As I watched from a local bar, an Argentine friend of mine told me words that gave me a bit of insight I never imagined to have. “It’s ok, they won the World Cup. Brazil are our rivals, but England are our enemies.”

Sunday’s match is similar but quite a bit different. Argentina are looking to win what would be the sweetest title should they overcome a powerful German side in the Mecca of Brazilian football – Maracanã.

There is no love lost between Argentina and Brazil on the pitch.  Yes, there is a great deal of respect by both sides.  You would see that respect on the streets of Savassi over in Belo Horizonte after Lionel Messi hit the ball into the back of the Iranian net. There was lots of commingling, lots of socializing and lots of “hookups” between Argentine fans and Brazilian locals.  Many were accompanied when the sun came up the following morning.  All this occurred just hours after Brazilian fans were at the Mineirão chanting in favor of the Iranians and were silenced by Messi’s wonder strike.

Just 24 hours earlier, Brazilian and Argentine fans fought in the streets of Belo Horizonte, throwing bottles of any that could fly to the opposite side of the plaza.  After that incident subsided and the trolling was over, fans of both sides were talking and discussing the World Cup in the official language of many tourists from Latin America- Portuñol.

At the international level, there is no rivalry like this one.  People can tell me about England-Scotland, England-Germany or even US-Mexico, but none of them match up to the rivalry and history that both Brazil and Argentina have been able to create.  This rivalry has been played on virtually every corner of the planet to packed houses.  What makes it more intriguing is the amount of players that have been on this pitch.

Do they dislike each other on the pitch? Absolutely. But beyond that, they know that they coexist very well.  If Brazil and Argentina were such huge rivals off the pitch, neither would be as vital to the other’s tourism.

“Brazil is the first country Argentinians visit. Argentina is the first country Brazilians visit,” said Mauricio Savarese, co-author of the book A to Zico, an Alphabet of Brazilian Football. “We mostly love each other. Not in football.”

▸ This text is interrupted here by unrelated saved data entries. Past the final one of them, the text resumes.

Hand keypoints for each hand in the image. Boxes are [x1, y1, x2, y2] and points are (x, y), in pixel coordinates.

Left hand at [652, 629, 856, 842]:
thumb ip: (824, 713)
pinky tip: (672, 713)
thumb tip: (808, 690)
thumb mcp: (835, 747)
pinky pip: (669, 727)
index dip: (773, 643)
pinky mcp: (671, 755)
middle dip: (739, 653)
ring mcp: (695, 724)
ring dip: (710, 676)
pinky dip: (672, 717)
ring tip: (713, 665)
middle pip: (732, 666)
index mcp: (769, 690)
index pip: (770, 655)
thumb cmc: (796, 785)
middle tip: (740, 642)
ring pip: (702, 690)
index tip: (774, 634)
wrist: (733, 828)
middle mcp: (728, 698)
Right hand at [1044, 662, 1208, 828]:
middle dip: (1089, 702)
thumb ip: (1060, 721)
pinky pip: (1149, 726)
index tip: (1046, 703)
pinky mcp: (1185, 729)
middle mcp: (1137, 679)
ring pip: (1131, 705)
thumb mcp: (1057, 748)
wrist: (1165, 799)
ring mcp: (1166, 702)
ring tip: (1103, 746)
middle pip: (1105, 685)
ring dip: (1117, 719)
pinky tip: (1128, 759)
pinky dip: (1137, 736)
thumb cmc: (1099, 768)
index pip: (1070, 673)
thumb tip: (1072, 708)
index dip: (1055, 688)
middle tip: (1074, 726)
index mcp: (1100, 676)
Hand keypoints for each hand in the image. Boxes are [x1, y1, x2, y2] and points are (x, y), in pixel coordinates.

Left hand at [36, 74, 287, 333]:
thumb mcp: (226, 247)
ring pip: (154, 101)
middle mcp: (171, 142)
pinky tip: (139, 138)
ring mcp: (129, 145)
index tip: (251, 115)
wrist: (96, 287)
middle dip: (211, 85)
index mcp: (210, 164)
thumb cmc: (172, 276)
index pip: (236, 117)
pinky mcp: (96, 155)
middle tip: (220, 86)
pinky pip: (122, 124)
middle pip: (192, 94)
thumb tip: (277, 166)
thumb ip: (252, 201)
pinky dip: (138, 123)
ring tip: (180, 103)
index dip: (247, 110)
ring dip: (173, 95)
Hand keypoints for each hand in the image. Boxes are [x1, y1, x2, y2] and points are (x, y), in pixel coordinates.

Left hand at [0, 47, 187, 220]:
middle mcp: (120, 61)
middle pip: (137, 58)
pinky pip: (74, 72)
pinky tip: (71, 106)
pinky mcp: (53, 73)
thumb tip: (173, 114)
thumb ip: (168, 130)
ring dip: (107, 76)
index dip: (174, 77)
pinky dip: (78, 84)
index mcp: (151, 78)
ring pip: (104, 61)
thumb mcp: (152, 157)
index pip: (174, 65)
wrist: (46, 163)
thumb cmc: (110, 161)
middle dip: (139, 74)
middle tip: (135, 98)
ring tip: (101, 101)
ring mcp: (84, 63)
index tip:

Savarese talked about this extensively and it makes sense.  If two countries hate each other so deeply, they would have nothing to do with being a primary factor in the other’s tourism industry. Argentines flock to places like Rio, Bahia and even Florianópolis in Santa Catarina do Sul, especially in the summer.

The opposite happens with Brazilians as Buenos Aires is their point of preference within Argentina for getaways or even vacationing.  If you look at this, proximity is a factor, but the main one is that they enjoy going there.

Radio Globo pundit Marcelo Bechler also talked about this issue in an article he published on his column on Friday.  To say that Argentines and Brazilians just simply hate each other is extremely vague, and looks only at their relationship within the football pitch.

“Yes there are Argentina fans that call Brazilians macacos (monkeys). But that is what happens in moments of fury where things like those expose the racism we have and when the opportunity emerges, it comes out.”  Bechler also mentioned that there was a great deal of abuse given to Colombian defender Camilo Zúñiga after he injured Neymar.

Are there individuals that have a sense of vitriol towards their adjacent neighbors?  Absolutely.  That is the case in any part of the world. Argentina and Brazil are no exceptions to the rule. Those behaviors go beyond topography, geography or borders; that is a human condition.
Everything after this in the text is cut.